Looks simple enough and you reached level 5 with that?


----------



## Alok (Sep 30, 2016)

Desmond David said:


> Looks simple enough and you reached level 5 with that?



Yes with that only. It looks simple, it simply never loses to control warrior and priests.


----------



## Piyush (Sep 30, 2016)

The most annoying card is freezing trap in that deck list. That deck is pretty good against all decks except aggro shaman and zoolock I think. Nzoth Paladin might also live he he is running 2x Forbidden healing. But any other control or mid range decks will get totally obliterated .


----------



## a_k_s_h_a_y (Sep 30, 2016)

Call of the wild nerf is the end of the card. 1 turn makes a huge difference in hearthstone.


----------



## Piyush (Sep 30, 2016)

a_k_s_h_a_y said:


> Call of the wild nerf is the end of the card. 1 turn makes a huge difference in hearthstone.
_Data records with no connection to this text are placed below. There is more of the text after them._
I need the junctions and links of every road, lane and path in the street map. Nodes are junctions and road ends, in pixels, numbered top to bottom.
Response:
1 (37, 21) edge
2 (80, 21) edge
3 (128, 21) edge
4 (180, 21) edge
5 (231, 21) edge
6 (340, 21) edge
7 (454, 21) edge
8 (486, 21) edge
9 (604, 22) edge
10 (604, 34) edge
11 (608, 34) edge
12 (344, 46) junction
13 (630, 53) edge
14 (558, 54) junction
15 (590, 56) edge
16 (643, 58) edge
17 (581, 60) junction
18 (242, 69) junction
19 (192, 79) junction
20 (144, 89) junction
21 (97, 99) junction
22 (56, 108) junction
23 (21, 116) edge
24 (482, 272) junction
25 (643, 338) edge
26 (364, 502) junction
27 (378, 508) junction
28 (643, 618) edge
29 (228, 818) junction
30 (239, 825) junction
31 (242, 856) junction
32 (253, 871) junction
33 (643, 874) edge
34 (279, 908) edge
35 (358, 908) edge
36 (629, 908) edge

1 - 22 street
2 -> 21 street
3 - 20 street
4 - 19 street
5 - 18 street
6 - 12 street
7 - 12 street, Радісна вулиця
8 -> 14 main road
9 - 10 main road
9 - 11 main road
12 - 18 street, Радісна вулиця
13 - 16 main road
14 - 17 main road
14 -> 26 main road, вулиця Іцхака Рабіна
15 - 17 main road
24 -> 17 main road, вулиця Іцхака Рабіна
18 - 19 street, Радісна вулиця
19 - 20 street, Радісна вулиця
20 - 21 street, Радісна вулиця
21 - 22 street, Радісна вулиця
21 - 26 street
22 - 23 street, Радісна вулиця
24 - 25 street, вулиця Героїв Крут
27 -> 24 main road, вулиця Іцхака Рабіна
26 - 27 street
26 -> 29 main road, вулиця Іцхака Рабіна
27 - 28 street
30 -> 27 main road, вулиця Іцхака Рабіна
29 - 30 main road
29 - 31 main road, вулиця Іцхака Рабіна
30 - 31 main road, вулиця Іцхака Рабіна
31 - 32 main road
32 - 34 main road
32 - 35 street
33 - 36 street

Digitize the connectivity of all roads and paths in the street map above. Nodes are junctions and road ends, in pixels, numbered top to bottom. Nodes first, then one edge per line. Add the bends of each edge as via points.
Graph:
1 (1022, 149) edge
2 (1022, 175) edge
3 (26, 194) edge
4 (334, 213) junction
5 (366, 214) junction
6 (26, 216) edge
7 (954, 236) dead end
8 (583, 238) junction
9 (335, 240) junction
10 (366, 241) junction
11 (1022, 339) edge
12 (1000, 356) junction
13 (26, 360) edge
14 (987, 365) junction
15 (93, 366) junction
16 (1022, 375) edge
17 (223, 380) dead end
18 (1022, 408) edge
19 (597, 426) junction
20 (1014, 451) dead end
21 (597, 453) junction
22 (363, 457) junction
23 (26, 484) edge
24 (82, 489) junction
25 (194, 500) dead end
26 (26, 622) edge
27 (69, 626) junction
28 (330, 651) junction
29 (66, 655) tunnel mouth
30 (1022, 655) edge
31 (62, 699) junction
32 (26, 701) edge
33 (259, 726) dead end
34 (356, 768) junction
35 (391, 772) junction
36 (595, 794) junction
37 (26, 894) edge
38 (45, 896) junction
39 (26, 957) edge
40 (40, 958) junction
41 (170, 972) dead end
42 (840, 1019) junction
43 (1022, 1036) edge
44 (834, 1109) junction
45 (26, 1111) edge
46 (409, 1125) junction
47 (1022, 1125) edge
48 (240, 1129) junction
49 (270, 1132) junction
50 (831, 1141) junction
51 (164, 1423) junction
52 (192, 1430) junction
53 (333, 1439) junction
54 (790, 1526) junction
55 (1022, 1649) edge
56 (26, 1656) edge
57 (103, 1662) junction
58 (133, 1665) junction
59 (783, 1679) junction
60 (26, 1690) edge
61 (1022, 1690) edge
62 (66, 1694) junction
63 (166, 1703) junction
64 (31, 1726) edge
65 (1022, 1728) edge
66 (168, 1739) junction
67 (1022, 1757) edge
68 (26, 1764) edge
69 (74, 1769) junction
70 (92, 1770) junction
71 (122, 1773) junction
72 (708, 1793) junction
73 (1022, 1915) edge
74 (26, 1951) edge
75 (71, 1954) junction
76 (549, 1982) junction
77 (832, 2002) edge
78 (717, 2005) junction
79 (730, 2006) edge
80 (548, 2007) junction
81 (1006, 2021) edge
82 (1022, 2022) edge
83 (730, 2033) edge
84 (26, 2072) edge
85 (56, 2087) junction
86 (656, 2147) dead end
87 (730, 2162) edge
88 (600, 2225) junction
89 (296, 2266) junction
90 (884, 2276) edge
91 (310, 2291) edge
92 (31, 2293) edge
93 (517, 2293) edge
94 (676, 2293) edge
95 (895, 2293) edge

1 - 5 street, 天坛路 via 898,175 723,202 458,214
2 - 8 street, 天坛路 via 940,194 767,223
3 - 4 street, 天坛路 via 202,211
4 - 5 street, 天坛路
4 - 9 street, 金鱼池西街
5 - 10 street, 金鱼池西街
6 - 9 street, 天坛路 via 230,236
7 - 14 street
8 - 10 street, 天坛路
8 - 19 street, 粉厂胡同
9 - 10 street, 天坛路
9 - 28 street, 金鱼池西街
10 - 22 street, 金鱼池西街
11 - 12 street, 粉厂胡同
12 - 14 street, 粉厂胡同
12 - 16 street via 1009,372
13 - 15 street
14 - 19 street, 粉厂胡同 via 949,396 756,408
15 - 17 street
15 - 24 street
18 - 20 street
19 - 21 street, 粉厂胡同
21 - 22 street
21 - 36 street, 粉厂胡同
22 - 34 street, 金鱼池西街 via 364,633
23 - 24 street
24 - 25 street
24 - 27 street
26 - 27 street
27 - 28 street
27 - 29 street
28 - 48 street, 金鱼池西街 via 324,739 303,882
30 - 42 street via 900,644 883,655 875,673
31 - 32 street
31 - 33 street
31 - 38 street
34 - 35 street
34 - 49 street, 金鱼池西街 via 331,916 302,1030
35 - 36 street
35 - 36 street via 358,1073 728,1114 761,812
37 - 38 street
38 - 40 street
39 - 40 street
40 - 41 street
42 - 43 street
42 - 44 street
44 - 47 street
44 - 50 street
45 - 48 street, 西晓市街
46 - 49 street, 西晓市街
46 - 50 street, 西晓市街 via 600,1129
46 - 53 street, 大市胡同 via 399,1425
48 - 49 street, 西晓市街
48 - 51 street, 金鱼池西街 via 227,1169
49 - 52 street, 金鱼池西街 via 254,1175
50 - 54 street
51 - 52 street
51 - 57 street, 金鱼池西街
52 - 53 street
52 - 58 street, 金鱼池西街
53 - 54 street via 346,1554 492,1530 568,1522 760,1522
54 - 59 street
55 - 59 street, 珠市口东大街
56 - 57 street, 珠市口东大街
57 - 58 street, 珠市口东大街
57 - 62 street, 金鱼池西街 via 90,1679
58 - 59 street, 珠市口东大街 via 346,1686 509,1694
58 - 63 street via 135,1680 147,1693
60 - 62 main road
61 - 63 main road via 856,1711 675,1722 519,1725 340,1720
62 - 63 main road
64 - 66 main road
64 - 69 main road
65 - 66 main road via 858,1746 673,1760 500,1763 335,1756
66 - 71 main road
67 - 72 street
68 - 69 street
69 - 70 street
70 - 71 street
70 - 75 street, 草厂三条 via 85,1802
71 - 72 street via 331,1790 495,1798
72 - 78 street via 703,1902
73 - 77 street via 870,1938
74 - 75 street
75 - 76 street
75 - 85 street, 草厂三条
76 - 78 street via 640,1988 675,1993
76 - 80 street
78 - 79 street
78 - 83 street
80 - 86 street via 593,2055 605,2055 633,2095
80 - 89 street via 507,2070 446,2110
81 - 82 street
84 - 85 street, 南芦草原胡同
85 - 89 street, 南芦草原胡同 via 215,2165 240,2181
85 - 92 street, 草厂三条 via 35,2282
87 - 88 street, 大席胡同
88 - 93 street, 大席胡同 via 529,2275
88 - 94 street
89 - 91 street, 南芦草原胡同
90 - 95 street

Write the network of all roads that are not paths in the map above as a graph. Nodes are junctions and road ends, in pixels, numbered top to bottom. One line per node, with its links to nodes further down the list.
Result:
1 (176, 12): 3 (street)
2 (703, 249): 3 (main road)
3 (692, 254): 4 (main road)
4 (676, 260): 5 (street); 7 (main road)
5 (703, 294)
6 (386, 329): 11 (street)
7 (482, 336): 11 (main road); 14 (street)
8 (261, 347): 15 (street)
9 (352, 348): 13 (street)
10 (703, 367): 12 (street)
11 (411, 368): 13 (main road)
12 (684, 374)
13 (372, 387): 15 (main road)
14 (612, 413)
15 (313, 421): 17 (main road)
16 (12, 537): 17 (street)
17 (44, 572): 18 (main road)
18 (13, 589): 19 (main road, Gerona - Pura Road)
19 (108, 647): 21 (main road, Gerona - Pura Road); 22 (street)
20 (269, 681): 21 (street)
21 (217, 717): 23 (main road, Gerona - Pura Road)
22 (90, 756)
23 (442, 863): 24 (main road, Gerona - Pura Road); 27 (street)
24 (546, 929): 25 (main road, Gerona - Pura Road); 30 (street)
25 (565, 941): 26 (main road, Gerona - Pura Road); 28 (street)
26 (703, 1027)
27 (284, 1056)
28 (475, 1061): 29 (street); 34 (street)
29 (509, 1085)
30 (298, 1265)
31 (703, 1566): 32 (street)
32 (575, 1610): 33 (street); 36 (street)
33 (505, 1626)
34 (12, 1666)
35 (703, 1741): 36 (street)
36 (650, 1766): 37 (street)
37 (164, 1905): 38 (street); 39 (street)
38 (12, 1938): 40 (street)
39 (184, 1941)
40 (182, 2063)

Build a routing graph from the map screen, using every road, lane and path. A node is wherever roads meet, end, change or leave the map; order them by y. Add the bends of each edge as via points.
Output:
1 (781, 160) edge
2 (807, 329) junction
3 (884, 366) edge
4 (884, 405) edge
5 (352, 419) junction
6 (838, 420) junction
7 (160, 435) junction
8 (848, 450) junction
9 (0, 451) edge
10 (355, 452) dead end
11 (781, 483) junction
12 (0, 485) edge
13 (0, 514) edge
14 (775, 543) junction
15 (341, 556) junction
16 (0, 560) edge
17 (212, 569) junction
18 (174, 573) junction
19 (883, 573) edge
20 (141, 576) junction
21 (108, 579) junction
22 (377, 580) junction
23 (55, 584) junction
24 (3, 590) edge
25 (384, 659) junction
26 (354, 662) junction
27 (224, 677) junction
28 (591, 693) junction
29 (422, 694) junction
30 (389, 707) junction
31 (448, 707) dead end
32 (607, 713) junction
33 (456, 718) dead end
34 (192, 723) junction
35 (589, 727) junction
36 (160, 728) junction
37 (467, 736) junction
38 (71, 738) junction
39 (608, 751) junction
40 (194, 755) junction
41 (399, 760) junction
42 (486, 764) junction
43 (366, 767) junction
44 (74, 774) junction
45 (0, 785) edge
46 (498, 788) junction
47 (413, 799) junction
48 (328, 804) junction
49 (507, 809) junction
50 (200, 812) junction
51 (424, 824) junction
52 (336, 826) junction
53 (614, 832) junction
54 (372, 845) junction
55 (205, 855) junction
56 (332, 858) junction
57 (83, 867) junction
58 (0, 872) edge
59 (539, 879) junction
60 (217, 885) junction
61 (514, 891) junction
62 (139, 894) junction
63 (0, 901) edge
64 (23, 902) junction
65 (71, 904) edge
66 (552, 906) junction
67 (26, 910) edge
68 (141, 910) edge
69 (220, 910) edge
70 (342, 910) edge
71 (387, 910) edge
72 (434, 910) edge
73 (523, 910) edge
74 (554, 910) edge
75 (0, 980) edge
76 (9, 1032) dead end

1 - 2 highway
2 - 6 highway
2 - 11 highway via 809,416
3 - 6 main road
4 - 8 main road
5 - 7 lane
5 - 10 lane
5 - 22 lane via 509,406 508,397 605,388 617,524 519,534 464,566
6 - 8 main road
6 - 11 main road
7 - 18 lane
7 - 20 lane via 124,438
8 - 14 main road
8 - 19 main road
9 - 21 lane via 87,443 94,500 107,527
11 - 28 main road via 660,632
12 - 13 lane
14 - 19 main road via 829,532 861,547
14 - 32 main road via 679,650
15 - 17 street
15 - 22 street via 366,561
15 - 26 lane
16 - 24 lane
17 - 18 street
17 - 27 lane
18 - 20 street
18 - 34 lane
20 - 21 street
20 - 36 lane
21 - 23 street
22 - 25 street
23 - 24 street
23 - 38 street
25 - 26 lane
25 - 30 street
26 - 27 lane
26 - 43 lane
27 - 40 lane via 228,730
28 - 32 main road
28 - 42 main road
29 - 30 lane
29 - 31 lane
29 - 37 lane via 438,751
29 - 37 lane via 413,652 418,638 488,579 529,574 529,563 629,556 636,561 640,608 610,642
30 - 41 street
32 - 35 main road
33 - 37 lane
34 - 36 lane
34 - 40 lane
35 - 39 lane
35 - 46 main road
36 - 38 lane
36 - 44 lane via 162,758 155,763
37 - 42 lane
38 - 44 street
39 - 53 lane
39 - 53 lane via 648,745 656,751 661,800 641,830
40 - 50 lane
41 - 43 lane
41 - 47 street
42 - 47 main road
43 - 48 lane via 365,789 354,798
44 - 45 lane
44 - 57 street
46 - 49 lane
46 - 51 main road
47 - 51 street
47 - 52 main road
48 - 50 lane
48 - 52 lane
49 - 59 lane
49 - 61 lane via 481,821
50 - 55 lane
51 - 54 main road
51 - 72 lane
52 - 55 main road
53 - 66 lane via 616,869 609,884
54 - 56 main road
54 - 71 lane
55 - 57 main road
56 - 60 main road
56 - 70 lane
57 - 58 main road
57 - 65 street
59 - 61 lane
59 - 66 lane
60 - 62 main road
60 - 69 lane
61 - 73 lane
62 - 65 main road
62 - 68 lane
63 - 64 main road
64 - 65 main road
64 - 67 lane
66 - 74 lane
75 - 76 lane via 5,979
May be but it still is viable in mid range hunters who are running Barnes and Rag, etc..


----------



## Alok (Oct 1, 2016)

Get Tyrande by linking amazon prime amount to twitch prime , use VPN and random US address

- - - Updated - - -



a_k_s_h_a_y said:


> Call of the wild nerf is the end of the card. 1 turn makes a huge difference in hearthstone.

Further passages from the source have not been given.